◆ **Dataset items**:
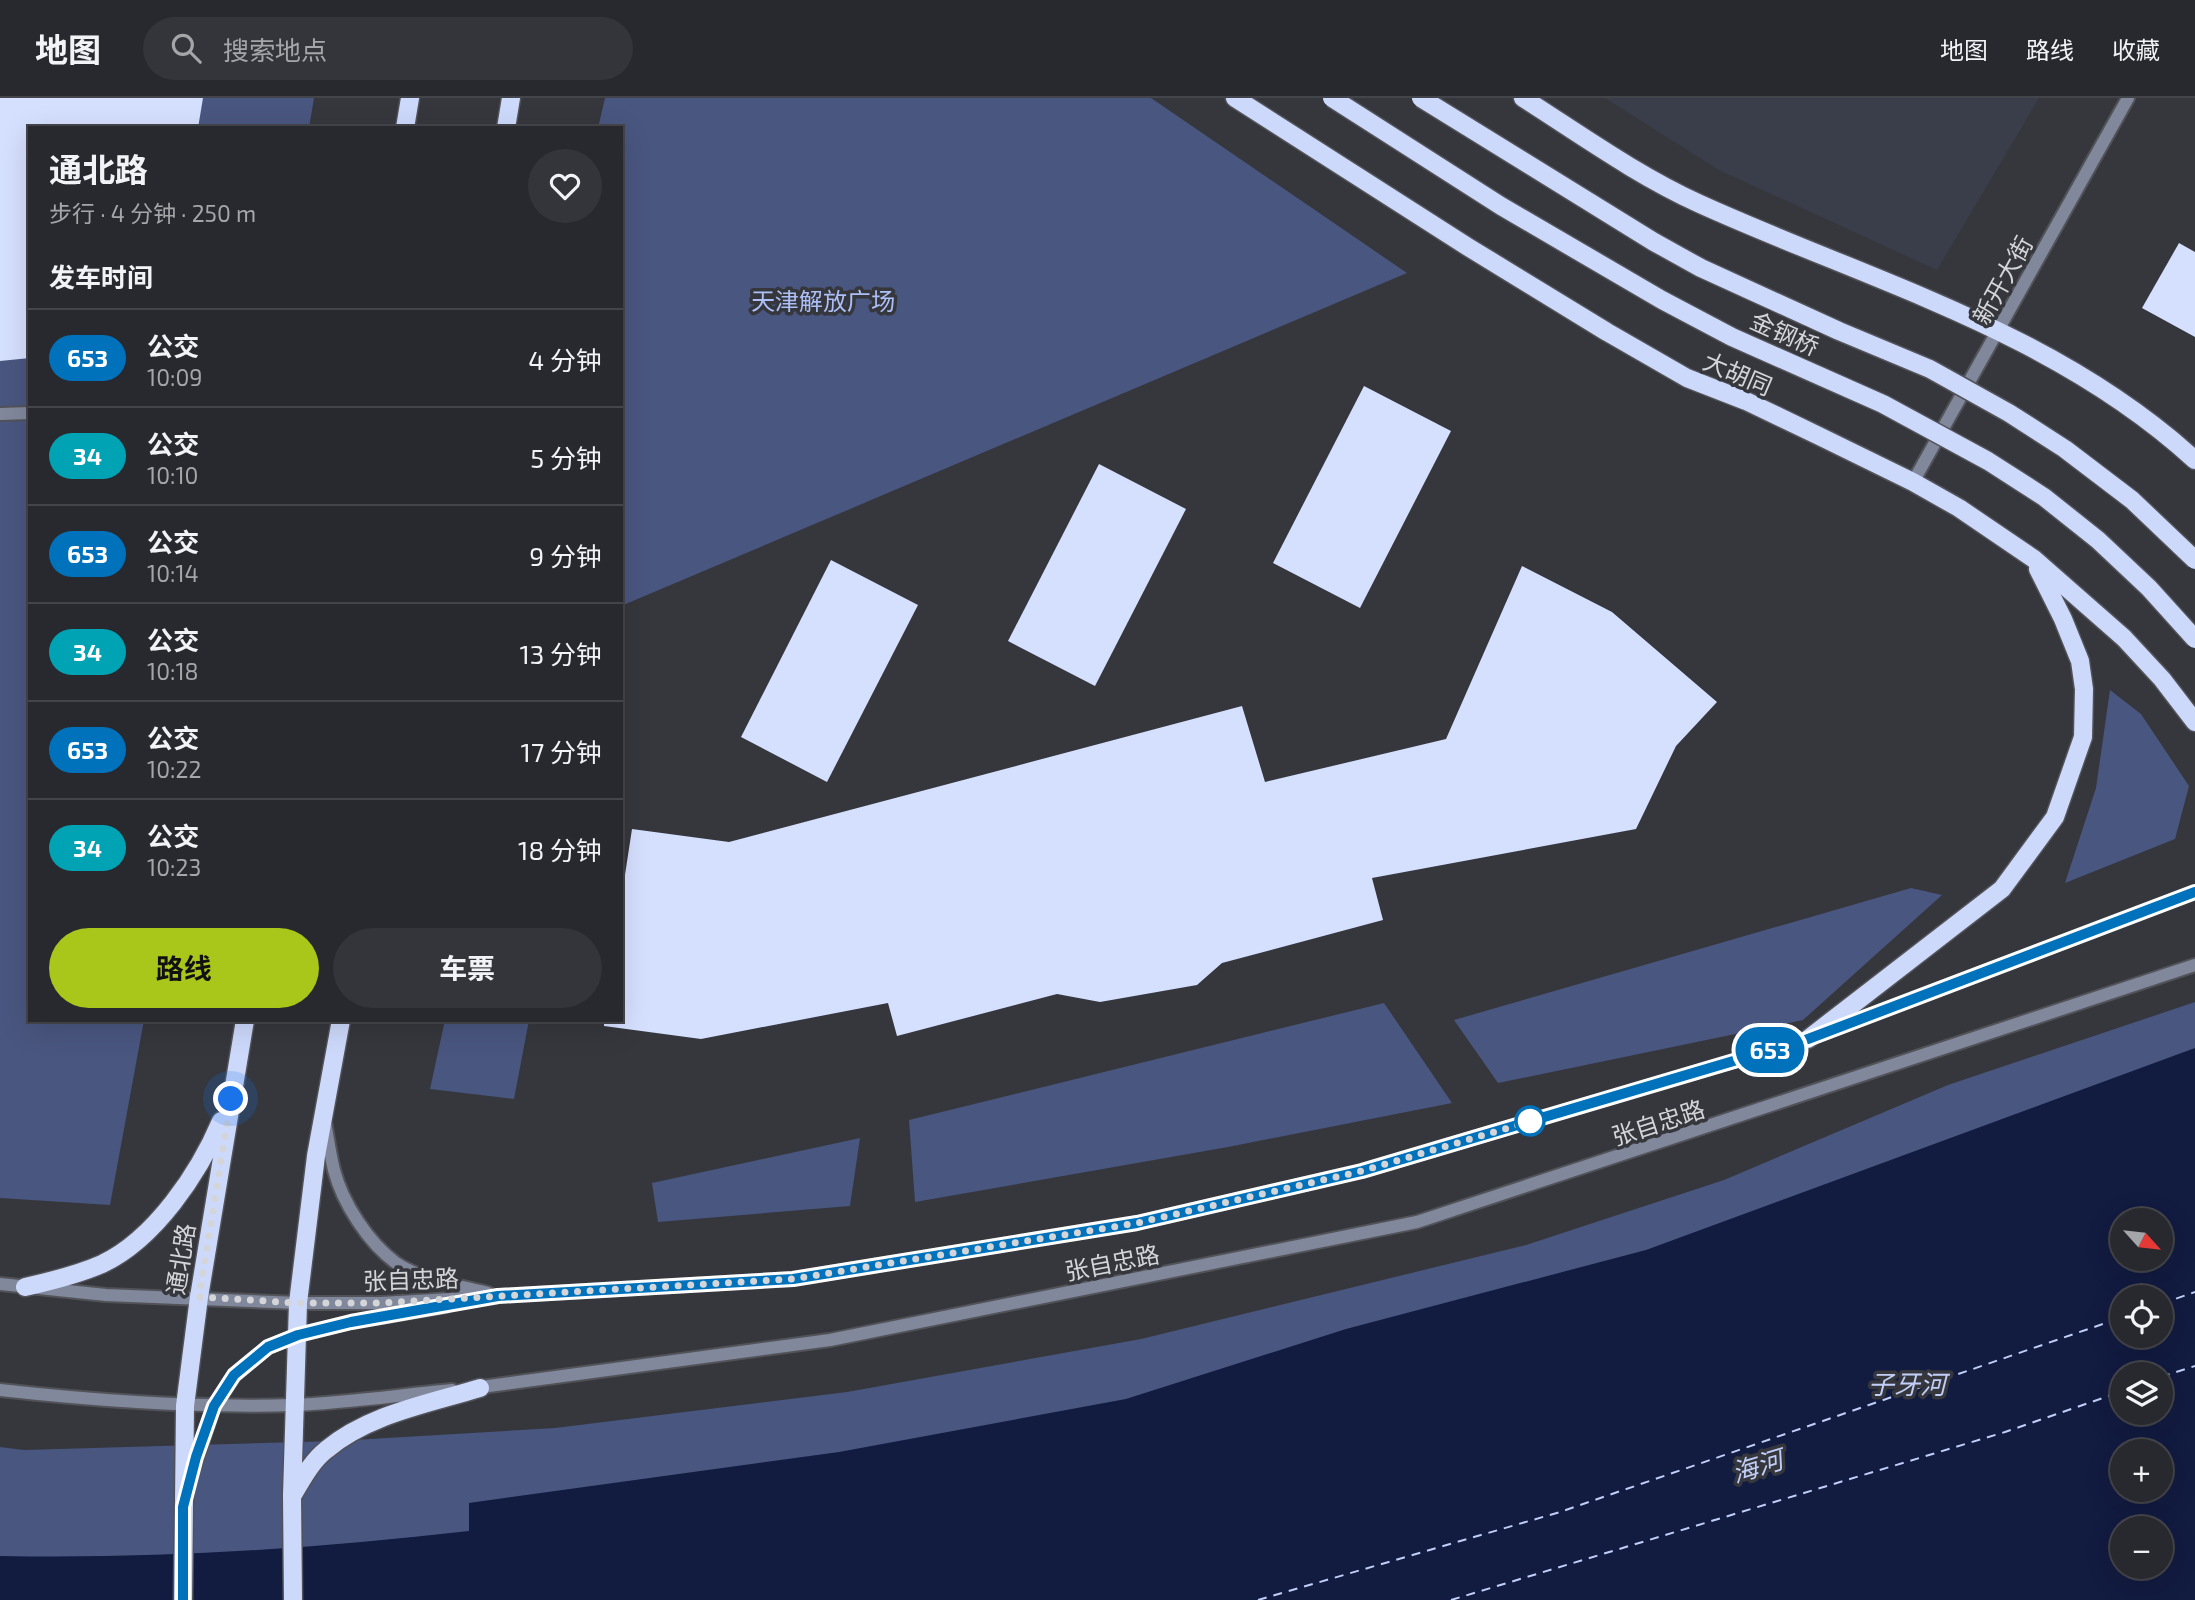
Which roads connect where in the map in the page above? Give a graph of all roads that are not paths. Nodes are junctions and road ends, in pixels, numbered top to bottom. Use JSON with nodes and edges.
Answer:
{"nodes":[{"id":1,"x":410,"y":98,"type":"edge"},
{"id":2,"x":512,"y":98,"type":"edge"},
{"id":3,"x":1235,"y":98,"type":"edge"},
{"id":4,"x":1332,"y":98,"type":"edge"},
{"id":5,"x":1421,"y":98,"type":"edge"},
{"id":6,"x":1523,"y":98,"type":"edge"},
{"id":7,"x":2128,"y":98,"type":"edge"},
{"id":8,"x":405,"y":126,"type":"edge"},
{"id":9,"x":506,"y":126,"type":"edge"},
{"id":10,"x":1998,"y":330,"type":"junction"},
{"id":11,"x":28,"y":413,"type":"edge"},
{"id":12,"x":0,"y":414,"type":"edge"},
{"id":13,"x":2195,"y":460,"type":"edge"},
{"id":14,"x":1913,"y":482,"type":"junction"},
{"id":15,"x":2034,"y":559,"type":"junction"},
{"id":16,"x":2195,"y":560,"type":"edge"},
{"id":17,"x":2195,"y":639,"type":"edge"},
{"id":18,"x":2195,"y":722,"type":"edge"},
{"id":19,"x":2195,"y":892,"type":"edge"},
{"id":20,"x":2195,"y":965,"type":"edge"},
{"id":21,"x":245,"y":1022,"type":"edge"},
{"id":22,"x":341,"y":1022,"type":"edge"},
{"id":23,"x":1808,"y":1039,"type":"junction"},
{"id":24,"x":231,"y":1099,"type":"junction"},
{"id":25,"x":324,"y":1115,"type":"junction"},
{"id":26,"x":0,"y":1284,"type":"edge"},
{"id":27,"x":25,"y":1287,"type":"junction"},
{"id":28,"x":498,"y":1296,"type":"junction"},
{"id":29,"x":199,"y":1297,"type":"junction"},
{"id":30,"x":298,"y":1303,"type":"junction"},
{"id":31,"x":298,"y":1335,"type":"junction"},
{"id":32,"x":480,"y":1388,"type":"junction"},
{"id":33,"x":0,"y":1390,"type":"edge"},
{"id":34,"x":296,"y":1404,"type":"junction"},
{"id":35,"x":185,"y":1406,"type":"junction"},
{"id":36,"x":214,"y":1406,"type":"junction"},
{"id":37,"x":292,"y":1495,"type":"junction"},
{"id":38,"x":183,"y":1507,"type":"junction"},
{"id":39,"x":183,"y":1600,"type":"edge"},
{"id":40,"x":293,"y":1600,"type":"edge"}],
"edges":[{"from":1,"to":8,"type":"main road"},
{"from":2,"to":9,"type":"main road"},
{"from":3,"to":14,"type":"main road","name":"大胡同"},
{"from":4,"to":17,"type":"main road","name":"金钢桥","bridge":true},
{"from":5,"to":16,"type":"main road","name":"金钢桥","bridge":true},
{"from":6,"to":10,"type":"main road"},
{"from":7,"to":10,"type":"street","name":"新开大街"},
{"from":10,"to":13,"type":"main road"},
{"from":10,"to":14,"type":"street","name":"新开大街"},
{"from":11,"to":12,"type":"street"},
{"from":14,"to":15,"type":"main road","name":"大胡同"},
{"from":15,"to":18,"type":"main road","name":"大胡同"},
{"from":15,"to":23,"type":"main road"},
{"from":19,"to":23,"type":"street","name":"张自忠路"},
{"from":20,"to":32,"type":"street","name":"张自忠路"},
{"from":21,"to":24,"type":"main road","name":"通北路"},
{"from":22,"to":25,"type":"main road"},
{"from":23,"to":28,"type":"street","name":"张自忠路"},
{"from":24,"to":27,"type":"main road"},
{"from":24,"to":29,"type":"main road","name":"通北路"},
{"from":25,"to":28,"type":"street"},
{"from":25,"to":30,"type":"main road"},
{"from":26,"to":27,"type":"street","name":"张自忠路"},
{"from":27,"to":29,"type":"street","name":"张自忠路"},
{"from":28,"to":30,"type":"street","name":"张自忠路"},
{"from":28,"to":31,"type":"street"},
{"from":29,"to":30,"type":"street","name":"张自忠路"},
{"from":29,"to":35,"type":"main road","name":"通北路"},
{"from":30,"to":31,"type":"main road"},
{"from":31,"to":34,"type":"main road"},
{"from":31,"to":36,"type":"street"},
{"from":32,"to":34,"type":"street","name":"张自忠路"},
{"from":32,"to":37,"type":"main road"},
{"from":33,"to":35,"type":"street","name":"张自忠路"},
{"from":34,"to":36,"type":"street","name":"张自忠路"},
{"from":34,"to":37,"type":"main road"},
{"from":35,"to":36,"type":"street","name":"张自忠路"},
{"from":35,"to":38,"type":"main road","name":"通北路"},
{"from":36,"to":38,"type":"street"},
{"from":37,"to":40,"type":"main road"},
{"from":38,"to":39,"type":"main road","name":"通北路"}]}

◆ **PROBLEM TO WORK ON**: Copy every record above exactly, leaving out the pictures.

◆ **TASK ANSWER**:
Which roads connect where in the map in the page above? Give a graph of all roads that are not paths. Nodes are junctions and road ends, in pixels, numbered top to bottom. Use JSON with nodes and edges.
Answer:
{"nodes":[{"id":1,"x":410,"y":98,"type":"edge"},
{"id":2,"x":512,"y":98,"type":"edge"},
{"id":3,"x":1235,"y":98,"type":"edge"},
{"id":4,"x":1332,"y":98,"type":"edge"},
{"id":5,"x":1421,"y":98,"type":"edge"},
{"id":6,"x":1523,"y":98,"type":"edge"},
{"id":7,"x":2128,"y":98,"type":"edge"},
{"id":8,"x":405,"y":126,"type":"edge"},
{"id":9,"x":506,"y":126,"type":"edge"},
{"id":10,"x":1998,"y":330,"type":"junction"},
{"id":11,"x":28,"y":413,"type":"edge"},
{"id":12,"x":0,"y":414,"type":"edge"},
{"id":13,"x":2195,"y":460,"type":"edge"},
{"id":14,"x":1913,"y":482,"type":"junction"},
{"id":15,"x":2034,"y":559,"type":"junction"},
{"id":16,"x":2195,"y":560,"type":"edge"},
{"id":17,"x":2195,"y":639,"type":"edge"},
{"id":18,"x":2195,"y":722,"type":"edge"},
{"id":19,"x":2195,"y":892,"type":"edge"},
{"id":20,"x":2195,"y":965,"type":"edge"},
{"id":21,"x":245,"y":1022,"type":"edge"},
{"id":22,"x":341,"y":1022,"type":"edge"},
{"id":23,"x":1808,"y":1039,"type":"junction"},
{"id":24,"x":231,"y":1099,"type":"junction"},
{"id":25,"x":324,"y":1115,"type":"junction"},
{"id":26,"x":0,"y":1284,"type":"edge"},
{"id":27,"x":25,"y":1287,"type":"junction"},
{"id":28,"x":498,"y":1296,"type":"junction"},
{"id":29,"x":199,"y":1297,"type":"junction"},
{"id":30,"x":298,"y":1303,"type":"junction"},
{"id":31,"x":298,"y":1335,"type":"junction"},
{"id":32,"x":480,"y":1388,"type":"junction"},
{"id":33,"x":0,"y":1390,"type":"edge"},
{"id":34,"x":296,"y":1404,"type":"junction"},
{"id":35,"x":185,"y":1406,"type":"junction"},
{"id":36,"x":214,"y":1406,"type":"junction"},
{"id":37,"x":292,"y":1495,"type":"junction"},
{"id":38,"x":183,"y":1507,"type":"junction"},
{"id":39,"x":183,"y":1600,"type":"edge"},
{"id":40,"x":293,"y":1600,"type":"edge"}],
"edges":[{"from":1,"to":8,"type":"main road"},
{"from":2,"to":9,"type":"main road"},
{"from":3,"to":14,"type":"main road","name":"大胡同"},
{"from":4,"to":17,"type":"main road","name":"金钢桥","bridge":true},
{"from":5,"to":16,"type":"main road","name":"金钢桥","bridge":true},
{"from":6,"to":10,"type":"main road"},
{"from":7,"to":10,"type":"street","name":"新开大街"},
{"from":10,"to":13,"type":"main road"},
{"from":10,"to":14,"type":"street","name":"新开大街"},
{"from":11,"to":12,"type":"street"},
{"from":14,"to":15,"type":"main road","name":"大胡同"},
{"from":15,"to":18,"type":"main road","name":"大胡同"},
{"from":15,"to":23,"type":"main road"},
{"from":19,"to":23,"type":"street","name":"张自忠路"},
{"from":20,"to":32,"type":"street","name":"张自忠路"},
{"from":21,"to":24,"type":"main road","name":"通北路"},
{"from":22,"to":25,"type":"main road"},
{"from":23,"to":28,"type":"street","name":"张自忠路"},
{"from":24,"to":27,"type":"main road"},
{"from":24,"to":29,"type":"main road","name":"通北路"},
{"from":25,"to":28,"type":"street"},
{"from":25,"to":30,"type":"main road"},
{"from":26,"to":27,"type":"street","name":"张自忠路"},
{"from":27,"to":29,"type":"street","name":"张自忠路"},
{"from":28,"to":30,"type":"street","name":"张自忠路"},
{"from":28,"to":31,"type":"street"},
{"from":29,"to":30,"type":"street","name":"张自忠路"},
{"from":29,"to":35,"type":"main road","name":"通北路"},
{"from":30,"to":31,"type":"main road"},
{"from":31,"to":34,"type":"main road"},
{"from":31,"to":36,"type":"street"},
{"from":32,"to":34,"type":"street","name":"张自忠路"},
{"from":32,"to":37,"type":"main road"},
{"from":33,"to":35,"type":"street","name":"张自忠路"},
{"from":34,"to":36,"type":"street","name":"张自忠路"},
{"from":34,"to":37,"type":"main road"},
{"from":35,"to":36,"type":"street","name":"张自忠路"},
{"from":35,"to":38,"type":"main road","name":"通北路"},
{"from":36,"to":38,"type":"street"},
{"from":37,"to":40,"type":"main road"},
{"from":38,"to":39,"type":"main road","name":"通北路"}]}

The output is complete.